世は瑞光より目映し
 愚かな私の話をしましょう。
 まず私の何が愚かかと申しますと、要因は二つ。まず一つは呪詛師としての生き方しか見出せなかったこの人生。そして、一人の男性を愛してしまったが故に身を滅ぼす終幕を招いたこの殉情です。

 二〇〇六年、春の時候でした。
 あの人が命を落としたと知りました。
 数年振りに仕事を引き受けた事は存じていましたし、亡くなる三日前に一言二言交わしもしました。恐らくあの人は依頼を成功させてしまうのだろうと予期した、翌日の訃でした。
 信じられませんでした。術師殺しとして界隈ではその異名を知らない者は潜りだと言われる程の強さを持つ彼が並の呪術師に負ける筈がありません。

 けれど彼を討った人物を知れば、悔しくも受け入れざるを得ませんでした。
 その術師は暗殺対象の少女を護衛していた人物であり、呪術高専の学生であり、五条家の次期当主である五条悟です。
 余程の愚鈍でなければ彼を知らない人間はいないでしょう。呪術界においていずれ最強を冠するであろうと広く認知されている少年でありましたから。

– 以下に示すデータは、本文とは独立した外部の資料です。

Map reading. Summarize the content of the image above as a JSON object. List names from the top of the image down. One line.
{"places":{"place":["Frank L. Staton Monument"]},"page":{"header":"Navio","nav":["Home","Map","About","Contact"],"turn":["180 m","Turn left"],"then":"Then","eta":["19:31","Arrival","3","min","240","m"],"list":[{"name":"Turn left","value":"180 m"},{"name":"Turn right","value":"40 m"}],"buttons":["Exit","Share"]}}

 そして七日後。私はその最強の呪術師に愚かにも挑みました。
 理由は自身でさえ分かりませんでした。奇襲したとて勝てる自信など全くありませんでした。しかし何故か彼を殺すつもりで刃を向けずにはいられなかったのです。

 結果は言わずもがなでしょう。手も足も出せずに私は無様に地に臥しました。
 こんな愚か者に意味もなく突然襲われたというのにも関わらず、少年は情けを見せました。致命傷を敢えて外し、その上高専に引き渡そうともせずに立ち去ろうとしているのです。
 ですが私は息が途絶えたとて降参などしません。差し違えてでも彼を殺すつもりで立ち上がりました。
 流石の彼も、死に物狂いで襲いかかってくる人間……それも呪詛師を生かす慈悲までは持ち合わせてはいないでしょうから、当然私は印を結ぶ前に止めを刺されました。

…………痛みの感覚が消えていく間際、漸く理解をしました。なぜ自分はこんなにも無謀な行為に走ったのかを。
 私は。ただ彼と同じ方法で、同じ場所に行きたかったようです。
 余りにも理解し難く馬鹿馬鹿しくて笑う気にもなれません。馬鹿女の我儘に巻き込まれたこの少年に、無駄に殺生をさせてしまい申し訳ない限りです。
 本当に、本当に下らない人生でした。

――ですが。もしも許されるのなら、あの人が地獄を歩まぬよう、その道を変えられる人間でありたかった。

 それだけが、唯一の後悔です。